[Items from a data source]
========================================
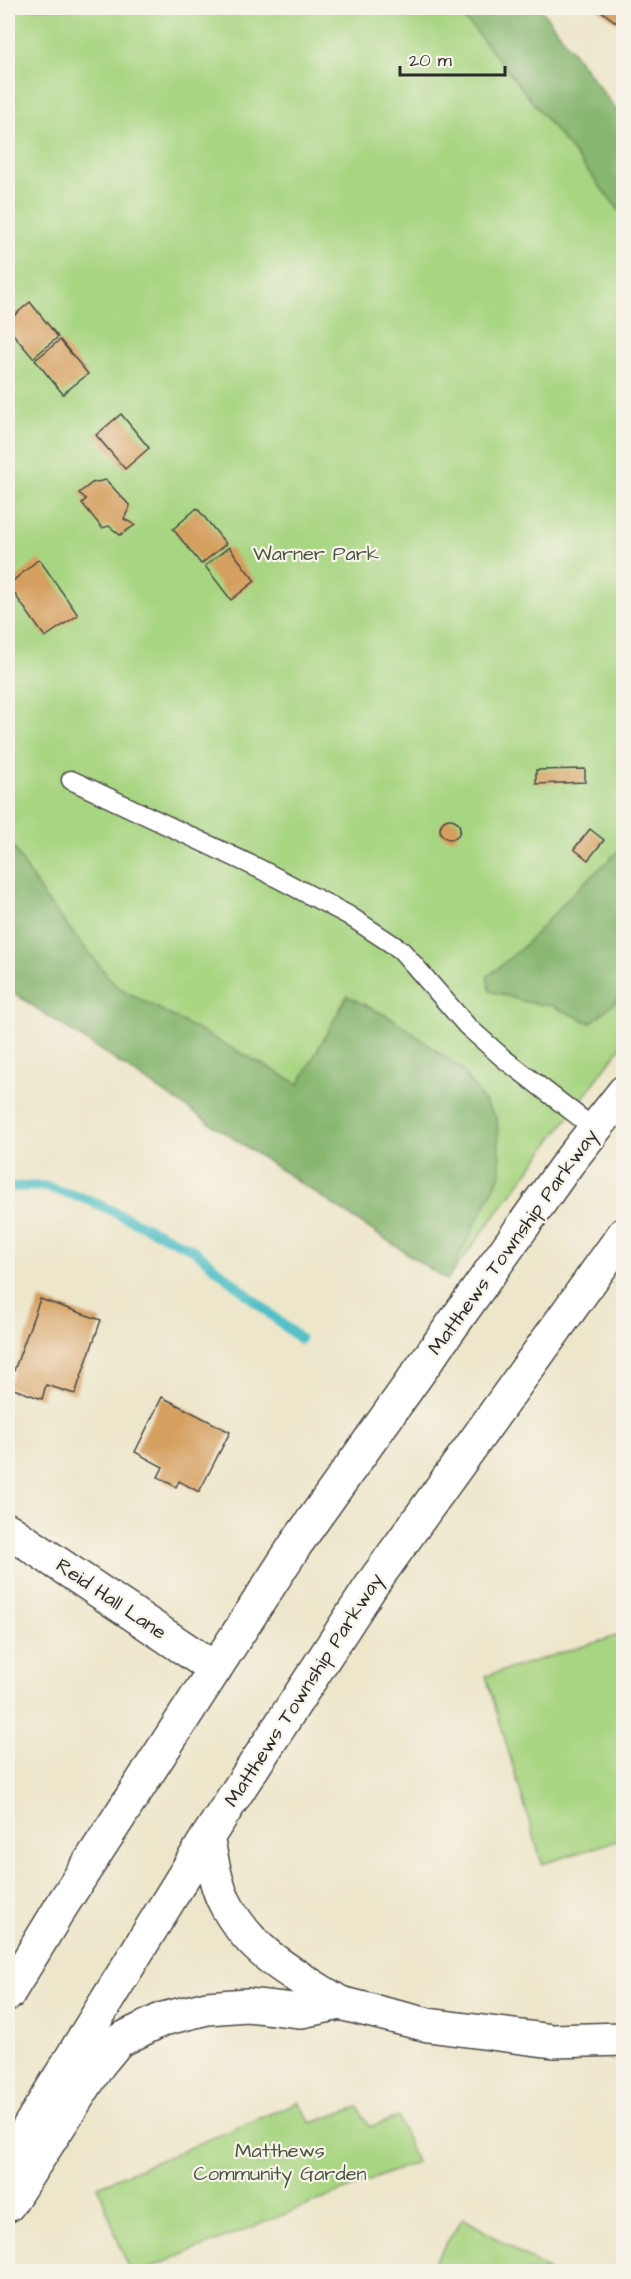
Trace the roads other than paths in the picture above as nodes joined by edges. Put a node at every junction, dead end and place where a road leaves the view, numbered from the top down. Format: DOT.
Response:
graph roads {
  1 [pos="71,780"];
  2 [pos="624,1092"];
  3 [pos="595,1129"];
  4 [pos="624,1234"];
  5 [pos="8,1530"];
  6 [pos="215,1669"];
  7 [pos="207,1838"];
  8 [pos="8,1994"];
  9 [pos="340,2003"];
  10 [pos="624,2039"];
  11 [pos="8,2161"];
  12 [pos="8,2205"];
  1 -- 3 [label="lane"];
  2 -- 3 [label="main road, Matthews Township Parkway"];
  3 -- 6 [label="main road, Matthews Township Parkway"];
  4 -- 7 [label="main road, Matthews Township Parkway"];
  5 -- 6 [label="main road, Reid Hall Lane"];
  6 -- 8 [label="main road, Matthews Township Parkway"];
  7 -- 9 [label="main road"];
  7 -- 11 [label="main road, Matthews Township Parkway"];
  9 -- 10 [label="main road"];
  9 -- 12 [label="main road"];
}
========================================
→ **Exercise aim**: Exclude every picture, then reproduce the remaining data character for character.

→ **Output**:
Trace the roads other than paths in the picture above as nodes joined by edges. Put a node at every junction, dead end and place where a road leaves the view, numbered from the top down. Format: DOT.
Response:
graph roads {
  1 [pos="71,780"];
  2 [pos="624,1092"];
  3 [pos="595,1129"];
  4 [pos="624,1234"];
  5 [pos="8,1530"];
  6 [pos="215,1669"];
  7 [pos="207,1838"];
  8 [pos="8,1994"];
  9 [pos="340,2003"];
  10 [pos="624,2039"];
  11 [pos="8,2161"];
  12 [pos="8,2205"];
  1 -- 3 [label="lane"];
  2 -- 3 [label="main road, Matthews Township Parkway"];
  3 -- 6 [label="main road, Matthews Township Parkway"];
  4 -- 7 [label="main road, Matthews Township Parkway"];
  5 -- 6 [label="main road, Reid Hall Lane"];
  6 -- 8 [label="main road, Matthews Township Parkway"];
  7 -- 9 [label="main road"];
  7 -- 11 [label="main road, Matthews Township Parkway"];
  9 -- 10 [label="main road"];
  9 -- 12 [label="main road"];
}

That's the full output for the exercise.